• BRIEF
Give the records again. Keep them exact and leave out the images.

• DATA EXCERPTS
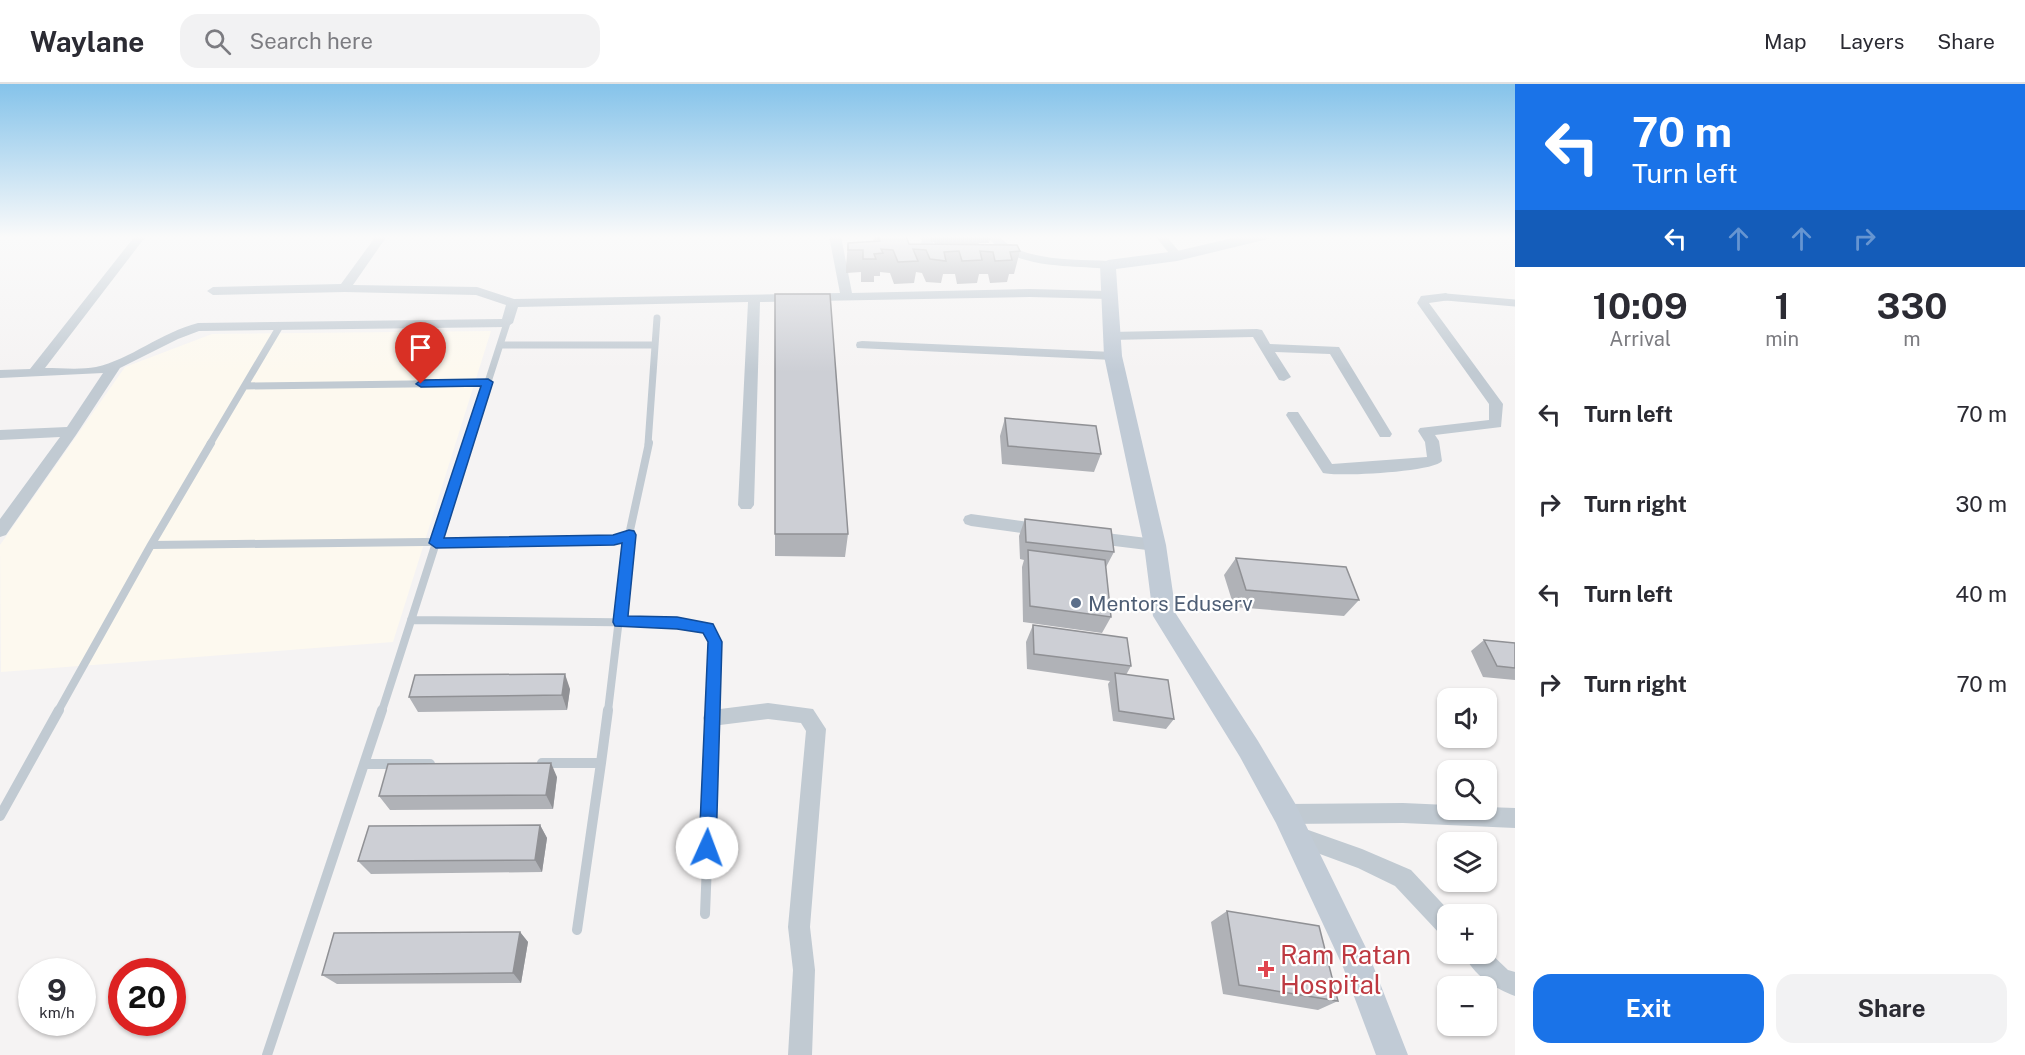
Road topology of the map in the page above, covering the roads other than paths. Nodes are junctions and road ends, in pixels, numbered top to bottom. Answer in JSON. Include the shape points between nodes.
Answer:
{"nodes":[{"id":1,"x":106,"y":281,"type":"edge"},
{"id":2,"x":350,"y":281,"type":"edge"},
{"id":3,"x":844,"y":281,"type":"edge"},
{"id":4,"x":1108,"y":281,"type":"edge"},
{"id":5,"x":345,"y":288,"type":"junction"},
{"id":6,"x":213,"y":291,"type":"dead end"},
{"id":7,"x":1108,"y":295,"type":"junction"},
{"id":8,"x":847,"y":297,"type":"junction"},
{"id":9,"x":1446,"y":297,"type":"joint"},
{"id":10,"x":754,"y":299,"type":"junction"},
{"id":11,"x":513,"y":303,"type":"junction"},
{"id":12,"x":1515,"y":303,"type":"edge"},
{"id":13,"x":657,"y":318,"type":"dead end"},
{"id":14,"x":507,"y":323,"type":"junction"},
{"id":15,"x":280,"y":326,"type":"junction"},
{"id":16,"x":500,"y":345,"type":"junction"},
{"id":17,"x":654,"y":345,"type":"junction"},
{"id":18,"x":862,"y":345,"type":"dead end"},
{"id":19,"x":1111,"y":346,"type":"junction"},
{"id":20,"x":1267,"y":348,"type":"junction"},
{"id":21,"x":115,"y":365,"type":"junction"},
{"id":22,"x":34,"y":373,"type":"junction"},
{"id":23,"x":0,"y":374,"type":"edge"},
{"id":24,"x":1284,"y":377,"type":"dead end"},
{"id":25,"x":488,"y":382,"type":"junction"},
{"id":26,"x":245,"y":386,"type":"junction"},
{"id":27,"x":1293,"y":415,"type":"dead end"},
{"id":28,"x":71,"y":432,"type":"junction"},
{"id":29,"x":1385,"y":434,"type":"dead end"},
{"id":30,"x":0,"y":435,"type":"edge"},
{"id":31,"x":746,"y":505,"type":"dead end"},
{"id":32,"x":971,"y":520,"type":"dead end"},
{"id":33,"x":0,"y":531,"type":"edge"},
{"id":34,"x":629,"y":535,"type":"junction"},
{"id":35,"x":436,"y":543,"type":"junction"},
{"id":36,"x":151,"y":545,"type":"junction"},
{"id":37,"x":1155,"y":545,"type":"junction"},
{"id":38,"x":411,"y":620,"type":"junction"},
{"id":39,"x":620,"y":622,"type":"junction"},
{"id":40,"x":712,"y":718,"type":"junction"},
{"id":41,"x":601,"y":763,"type":"junction"},
{"id":42,"x":365,"y":764,"type":"junction"},
{"id":43,"x":436,"y":764,"type":"edge"},
{"id":44,"x":530,"y":764,"type":"edge"},
{"id":45,"x":0,"y":816,"type":"edge"},
{"id":46,"x":1515,"y":818,"type":"edge"},
{"id":47,"x":1292,"y":825,"type":"junction"},
{"id":48,"x":705,"y":914,"type":"dead end"},
{"id":49,"x":1437,"y":914,"type":"edge"},
{"id":50,"x":577,"y":930,"type":"dead end"},
{"id":51,"x":1485,"y":964,"type":"edge"},
{"id":52,"x":1515,"y":984,"type":"edge"},
{"id":53,"x":267,"y":1055,"type":"edge"},
{"id":54,"x":800,"y":1055,"type":"edge"},
{"id":55,"x":1392,"y":1055,"type":"edge"}],
"edges":[{"from":1,"to":22,"type":"street"},
{"from":2,"to":5,"type":"street"},
{"from":3,"to":8,"type":"street"},
{"from":4,"to":7,"type":"street"},
{"from":5,"to":6,"type":"street"},
{"from":5,"to":11,"type":"street","via":[[477,291]]},
{"from":7,"to":8,"type":"street"},
{"from":7,"to":19,"type":"street"},
{"from":8,"to":10,"type":"street"},
{"from":9,"to":12,"type":"lane"},
{"from":9,"to":27,"type":"street","via":[[1425,299],[1423,303],[1496,404],[1496,424],[1425,431],[1432,441],[1435,461],[1329,469]]},
{"from":10,"to":11,"type":"street"},
{"from":10,"to":31,"type":"street"},
{"from":11,"to":14,"type":"street"},
{"from":13,"to":17,"type":"lane"},
{"from":14,"to":15,"type":"street"},
{"from":14,"to":16,"type":"lane"},
{"from":15,"to":21,"type":"street","via":[[198,327]]},
{"from":15,"to":26,"type":"lane"},
{"from":16,"to":17,"type":"lane"},
{"from":16,"to":25,"type":"lane"},
{"from":17,"to":34,"type":"lane","via":[[650,437]]},
{"from":18,"to":19,"type":"street"},
{"from":19,"to":20,"type":"street","via":[[1257,333]]},
{"from":19,"to":37,"type":"street"},
{"from":20,"to":24,"type":"street"},
{"from":20,"to":29,"type":"street","via":[[1334,350]]},
{"from":21,"to":22,"type":"street","via":[[96,371]]},
{"from":21,"to":28,"type":"street"},
{"from":22,"to":23,"type":"street"},
{"from":25,"to":26,"type":"lane"},
{"from":25,"to":35,"type":"lane"},
{"from":26,"to":36,"type":"lane"},
{"from":28,"to":30,"type":"street"},
{"from":28,"to":33,"type":"street"},
{"from":32,"to":37,"type":"street"},
{"from":34,"to":35,"type":"lane","via":[[614,540]]},
{"from":34,"to":39,"type":"lane"},
{"from":35,"to":36,"type":"lane"},
{"from":35,"to":38,"type":"lane"},
{"from":36,"to":45,"type":"lane"},
{"from":37,"to":47,"type":"street","via":[[1166,616]]},
{"from":38,"to":39,"type":"lane"},
{"from":38,"to":42,"type":"lane"},
{"from":39,"to":40,"type":"lane","via":[[708,628],[715,642]]},
{"from":39,"to":41,"type":"lane"},
{"from":40,"to":48,"type":"lane"},
{"from":40,"to":54,"type":"street","via":[[768,711],[806,715],[816,729],[799,927],[804,970]]},
{"from":41,"to":44,"type":"lane"},
{"from":41,"to":50,"type":"lane"},
{"from":42,"to":43,"type":"lane"},
{"from":42,"to":53,"type":"lane"},
{"from":46,"to":47,"type":"street","via":[[1403,813]]},
{"from":47,"to":49,"type":"street","via":[[1403,878]]},
{"from":47,"to":55,"type":"street","via":[[1356,961]]},
{"from":51,"to":52,"type":"street","via":[[1500,979]]}]}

• SOLVED PROBLEM
Road topology of the map in the page above, covering the roads other than paths. Nodes are junctions and road ends, in pixels, numbered top to bottom. Answer in JSON. Include the shape points between nodes.
Answer:
{"nodes":[{"id":1,"x":106,"y":281,"type":"edge"},
{"id":2,"x":350,"y":281,"type":"edge"},
{"id":3,"x":844,"y":281,"type":"edge"},
{"id":4,"x":1108,"y":281,"type":"edge"},
{"id":5,"x":345,"y":288,"type":"junction"},
{"id":6,"x":213,"y":291,"type":"dead end"},
{"id":7,"x":1108,"y":295,"type":"junction"},
{"id":8,"x":847,"y":297,"type":"junction"},
{"id":9,"x":1446,"y":297,"type":"joint"},
{"id":10,"x":754,"y":299,"type":"junction"},
{"id":11,"x":513,"y":303,"type":"junction"},
{"id":12,"x":1515,"y":303,"type":"edge"},
{"id":13,"x":657,"y":318,"type":"dead end"},
{"id":14,"x":507,"y":323,"type":"junction"},
{"id":15,"x":280,"y":326,"type":"junction"},
{"id":16,"x":500,"y":345,"type":"junction"},
{"id":17,"x":654,"y":345,"type":"junction"},
{"id":18,"x":862,"y":345,"type":"dead end"},
{"id":19,"x":1111,"y":346,"type":"junction"},
{"id":20,"x":1267,"y":348,"type":"junction"},
{"id":21,"x":115,"y":365,"type":"junction"},
{"id":22,"x":34,"y":373,"type":"junction"},
{"id":23,"x":0,"y":374,"type":"edge"},
{"id":24,"x":1284,"y":377,"type":"dead end"},
{"id":25,"x":488,"y":382,"type":"junction"},
{"id":26,"x":245,"y":386,"type":"junction"},
{"id":27,"x":1293,"y":415,"type":"dead end"},
{"id":28,"x":71,"y":432,"type":"junction"},
{"id":29,"x":1385,"y":434,"type":"dead end"},
{"id":30,"x":0,"y":435,"type":"edge"},
{"id":31,"x":746,"y":505,"type":"dead end"},
{"id":32,"x":971,"y":520,"type":"dead end"},
{"id":33,"x":0,"y":531,"type":"edge"},
{"id":34,"x":629,"y":535,"type":"junction"},
{"id":35,"x":436,"y":543,"type":"junction"},
{"id":36,"x":151,"y":545,"type":"junction"},
{"id":37,"x":1155,"y":545,"type":"junction"},
{"id":38,"x":411,"y":620,"type":"junction"},
{"id":39,"x":620,"y":622,"type":"junction"},
{"id":40,"x":712,"y":718,"type":"junction"},
{"id":41,"x":601,"y":763,"type":"junction"},
{"id":42,"x":365,"y":764,"type":"junction"},
{"id":43,"x":436,"y":764,"type":"edge"},
{"id":44,"x":530,"y":764,"type":"edge"},
{"id":45,"x":0,"y":816,"type":"edge"},
{"id":46,"x":1515,"y":818,"type":"edge"},
{"id":47,"x":1292,"y":825,"type":"junction"},
{"id":48,"x":705,"y":914,"type":"dead end"},
{"id":49,"x":1437,"y":914,"type":"edge"},
{"id":50,"x":577,"y":930,"type":"dead end"},
{"id":51,"x":1485,"y":964,"type":"edge"},
{"id":52,"x":1515,"y":984,"type":"edge"},
{"id":53,"x":267,"y":1055,"type":"edge"},
{"id":54,"x":800,"y":1055,"type":"edge"},
{"id":55,"x":1392,"y":1055,"type":"edge"}],
"edges":[{"from":1,"to":22,"type":"street"},
{"from":2,"to":5,"type":"street"},
{"from":3,"to":8,"type":"street"},
{"from":4,"to":7,"type":"street"},
{"from":5,"to":6,"type":"street"},
{"from":5,"to":11,"type":"street","via":[[477,291]]},
{"from":7,"to":8,"type":"street"},
{"from":7,"to":19,"type":"street"},
{"from":8,"to":10,"type":"street"},
{"from":9,"to":12,"type":"lane"},
{"from":9,"to":27,"type":"street","via":[[1425,299],[1423,303],[1496,404],[1496,424],[1425,431],[1432,441],[1435,461],[1329,469]]},
{"from":10,"to":11,"type":"street"},
{"from":10,"to":31,"type":"street"},
{"from":11,"to":14,"type":"street"},
{"from":13,"to":17,"type":"lane"},
{"from":14,"to":15,"type":"street"},
{"from":14,"to":16,"type":"lane"},
{"from":15,"to":21,"type":"street","via":[[198,327]]},
{"from":15,"to":26,"type":"lane"},
{"from":16,"to":17,"type":"lane"},
{"from":16,"to":25,"type":"lane"},
{"from":17,"to":34,"type":"lane","via":[[650,437]]},
{"from":18,"to":19,"type":"street"},
{"from":19,"to":20,"type":"street","via":[[1257,333]]},
{"from":19,"to":37,"type":"street"},
{"from":20,"to":24,"type":"street"},
{"from":20,"to":29,"type":"street","via":[[1334,350]]},
{"from":21,"to":22,"type":"street","via":[[96,371]]},
{"from":21,"to":28,"type":"street"},
{"from":22,"to":23,"type":"street"},
{"from":25,"to":26,"type":"lane"},
{"from":25,"to":35,"type":"lane"},
{"from":26,"to":36,"type":"lane"},
{"from":28,"to":30,"type":"street"},
{"from":28,"to":33,"type":"street"},
{"from":32,"to":37,"type":"street"},
{"from":34,"to":35,"type":"lane","via":[[614,540]]},
{"from":34,"to":39,"type":"lane"},
{"from":35,"to":36,"type":"lane"},
{"from":35,"to":38,"type":"lane"},
{"from":36,"to":45,"type":"lane"},
{"from":37,"to":47,"type":"street","via":[[1166,616]]},
{"from":38,"to":39,"type":"lane"},
{"from":38,"to":42,"type":"lane"},
{"from":39,"to":40,"type":"lane","via":[[708,628],[715,642]]},
{"from":39,"to":41,"type":"lane"},
{"from":40,"to":48,"type":"lane"},
{"from":40,"to":54,"type":"street","via":[[768,711],[806,715],[816,729],[799,927],[804,970]]},
{"from":41,"to":44,"type":"lane"},
{"from":41,"to":50,"type":"lane"},
{"from":42,"to":43,"type":"lane"},
{"from":42,"to":53,"type":"lane"},
{"from":46,"to":47,"type":"street","via":[[1403,813]]},
{"from":47,"to":49,"type":"street","via":[[1403,878]]},
{"from":47,"to":55,"type":"street","via":[[1356,961]]},
{"from":51,"to":52,"type":"street","via":[[1500,979]]}]}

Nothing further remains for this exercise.